I came across this report in my News Writing class at Ohio University. Its an annual report on American journalism conducted by the Pew Project for Excellence in Journalism, entitled “The State of the News Media”.
I focused specifically on newspapers, since they seemed to have the most to gain/lose from this kind of report. The Pew Project hired researchers and analysts to examine data collected through the year 2008. After doing this, they came back with some interesting and sobering statistics.
Here is a particularly insightful excerpt from the report:
“We still do not subscribe to the theory that the death of the industry is imminent. The industry over all in 2008 remained profitable.
But the deep recession already threatens the weakest papers. Nearly all are now cutting so deeply and rapidly that simply coping with the economic downturn has become a major distraction from efforts to reinvent the economics of the business. And even once the downturn ends, growing or stabilized revenues are no sure thing.
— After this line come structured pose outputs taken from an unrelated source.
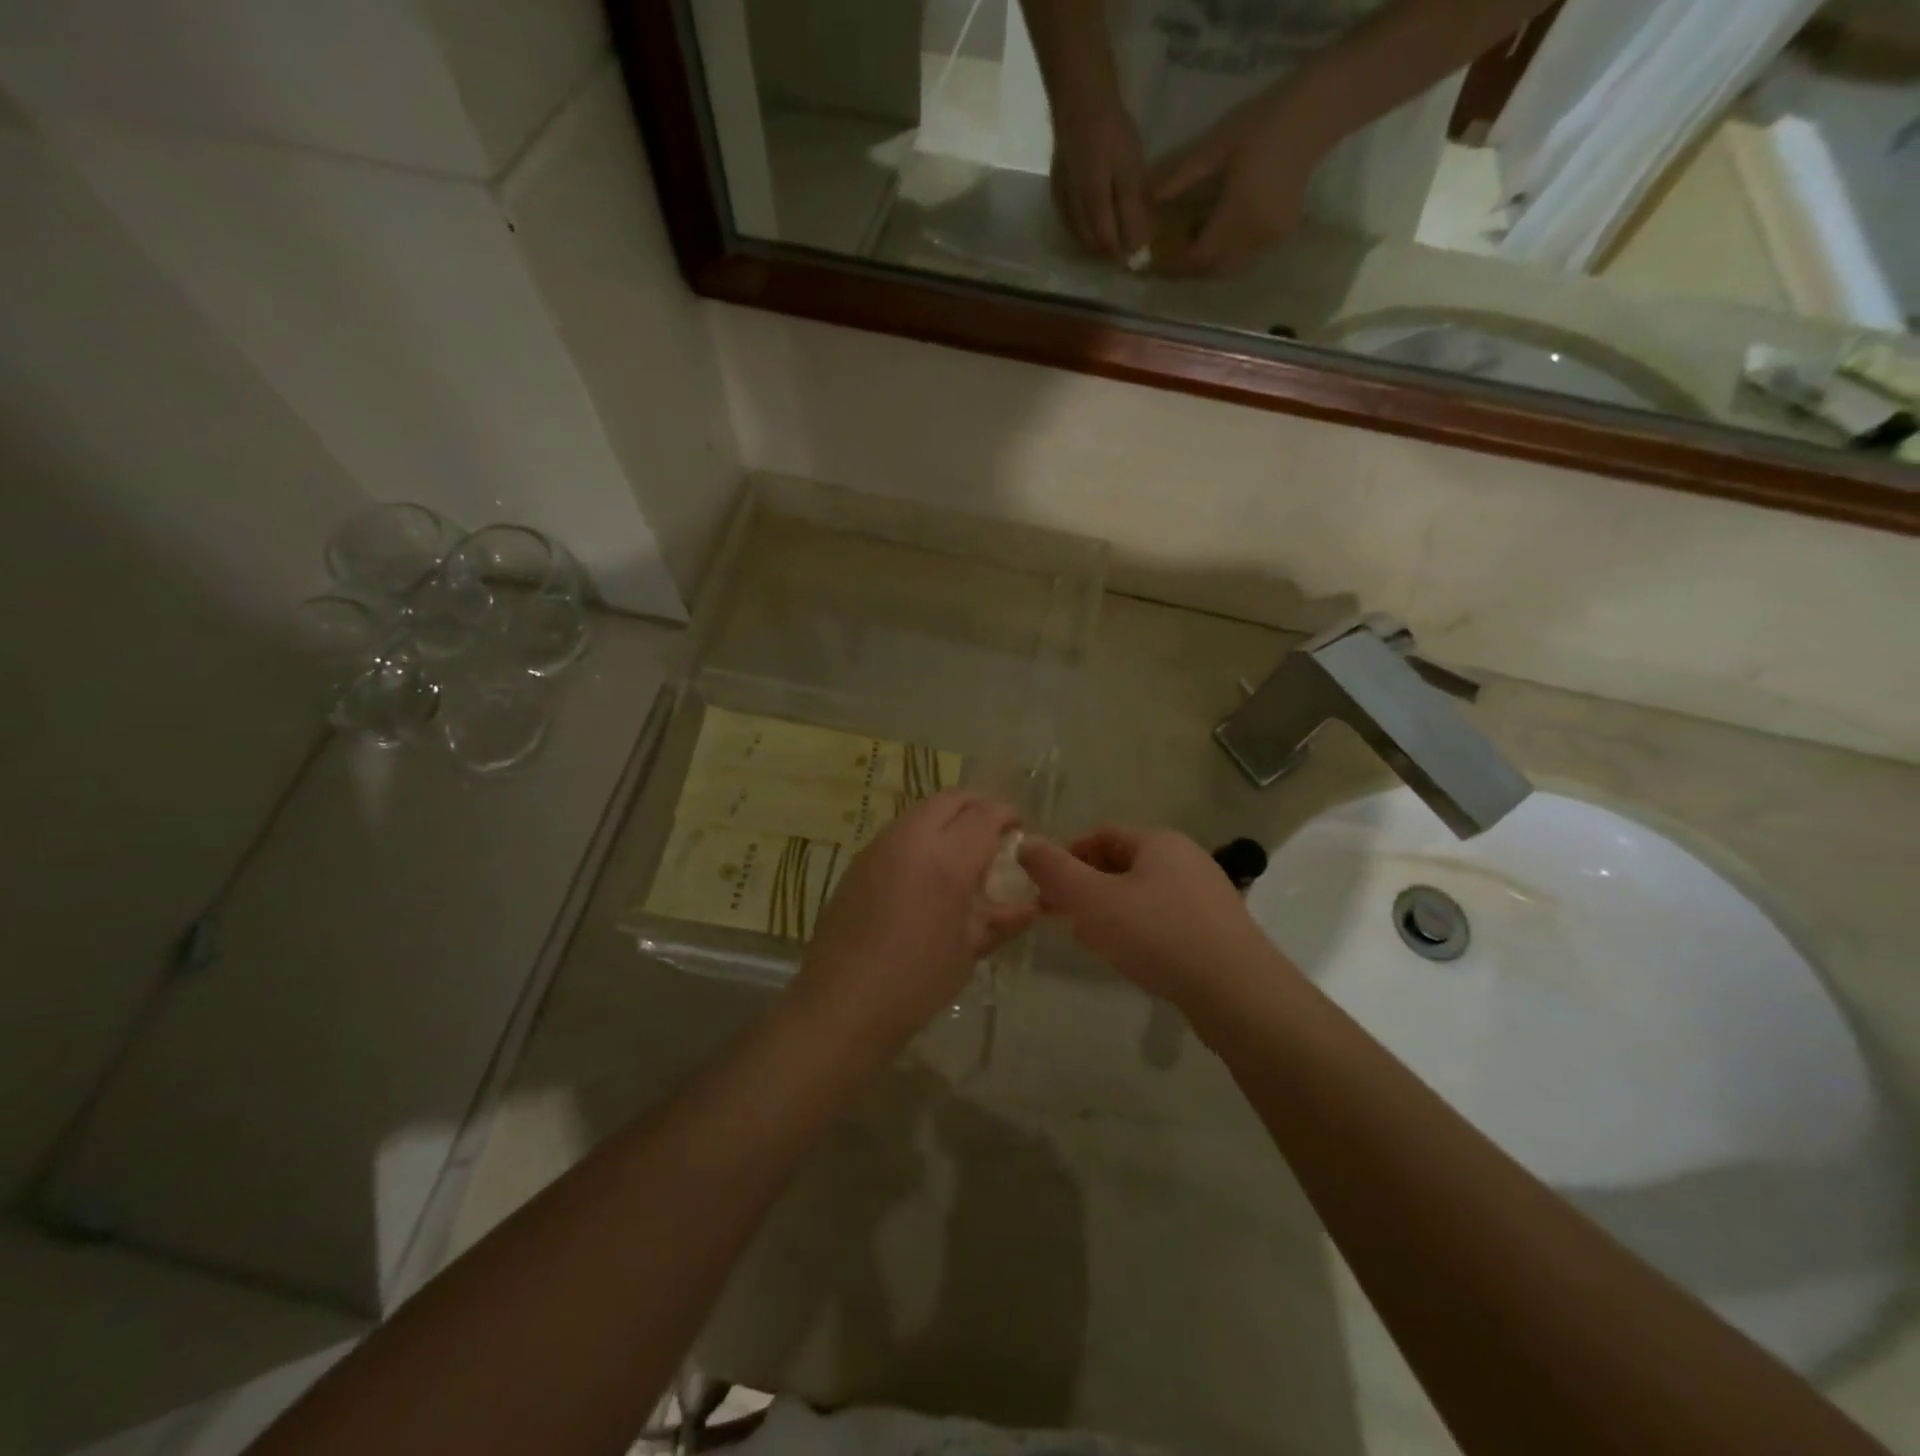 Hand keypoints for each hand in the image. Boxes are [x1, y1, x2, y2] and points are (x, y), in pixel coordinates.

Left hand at [792, 791, 1036, 1038]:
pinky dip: (922, 836)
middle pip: (951, 799)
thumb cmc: (917, 981)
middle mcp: (911, 839)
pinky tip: (926, 871)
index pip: (985, 815)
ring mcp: (879, 847)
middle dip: (978, 807)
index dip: (1007, 816)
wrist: (843, 1003)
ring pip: (921, 811)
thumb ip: (1001, 919)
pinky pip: (898, 832)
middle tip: (993, 832)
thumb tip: (1030, 906)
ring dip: (947, 819)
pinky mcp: (858, 862)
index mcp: (946, 859)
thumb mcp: (969, 950)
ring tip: (961, 852)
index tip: (1019, 830)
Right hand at [1018, 827, 1289, 1009]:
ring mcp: (1207, 896)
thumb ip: (1054, 871)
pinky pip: (1166, 920)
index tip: (1046, 888)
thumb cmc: (1158, 936)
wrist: (1238, 993)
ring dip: (1111, 911)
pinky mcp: (1218, 931)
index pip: (1101, 835)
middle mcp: (1187, 859)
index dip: (1068, 856)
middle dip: (1087, 887)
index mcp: (1159, 842)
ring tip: (1092, 942)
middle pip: (1122, 864)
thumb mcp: (1092, 900)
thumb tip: (1025, 843)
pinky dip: (1140, 931)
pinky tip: (1131, 959)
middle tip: (1064, 917)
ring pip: (1143, 894)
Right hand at [1049, 85, 1153, 262]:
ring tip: (1111, 239)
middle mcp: (1073, 210)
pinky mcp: (1056, 188)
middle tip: (1126, 249)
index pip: (1106, 243)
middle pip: (1090, 244)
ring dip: (1093, 243)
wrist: (1078, 94)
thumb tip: (1136, 246)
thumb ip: (1131, 210)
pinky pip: (1069, 221)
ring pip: (1077, 235)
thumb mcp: (1129, 168)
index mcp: (1092, 206)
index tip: (1136, 256)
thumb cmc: (1110, 128)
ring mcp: (1061, 200)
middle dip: (1107, 251)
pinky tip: (1090, 225)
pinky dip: (1081, 230)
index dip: (1121, 253)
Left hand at [1147, 87, 1331, 275]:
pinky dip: (1229, 254)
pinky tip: (1220, 233)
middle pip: (1212, 269)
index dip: (1176, 263)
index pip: (1198, 257)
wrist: (1318, 114)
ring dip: (1209, 262)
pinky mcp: (1282, 235)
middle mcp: (1254, 237)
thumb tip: (1148, 198)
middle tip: (1171, 254)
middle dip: (1190, 267)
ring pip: (1230, 267)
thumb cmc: (1264, 123)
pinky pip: (1248, 257)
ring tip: (1193, 243)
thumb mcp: (1217, 145)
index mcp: (1237, 217)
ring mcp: (1271, 240)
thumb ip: (1183, 175)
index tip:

If the industry’s death isn’t imminent, the more pertinent question may be this: can newspapers beat the clock? Can they find a way to convert their growing audience online into sufficient revenue to sustain the industry before their shrinking revenues from print fall too far?”
Scary stuff, huh? I guess that this is something that all of us “textually active” folks out there are going to have to face. The report showed that newspapers still make roughly 90% of their revenue from print. Circulation continued to shrink, and advertising declined by 23% or 11.5 billion from just two years ago. Earnings and stock value fell sharply, and have shown no signs of stopping.
If I had the answers to these problems, I would be a CEO right now. Unfortunately, I don’t. So just like everyone else, I’m waiting to see what will happen, and hoping for the best.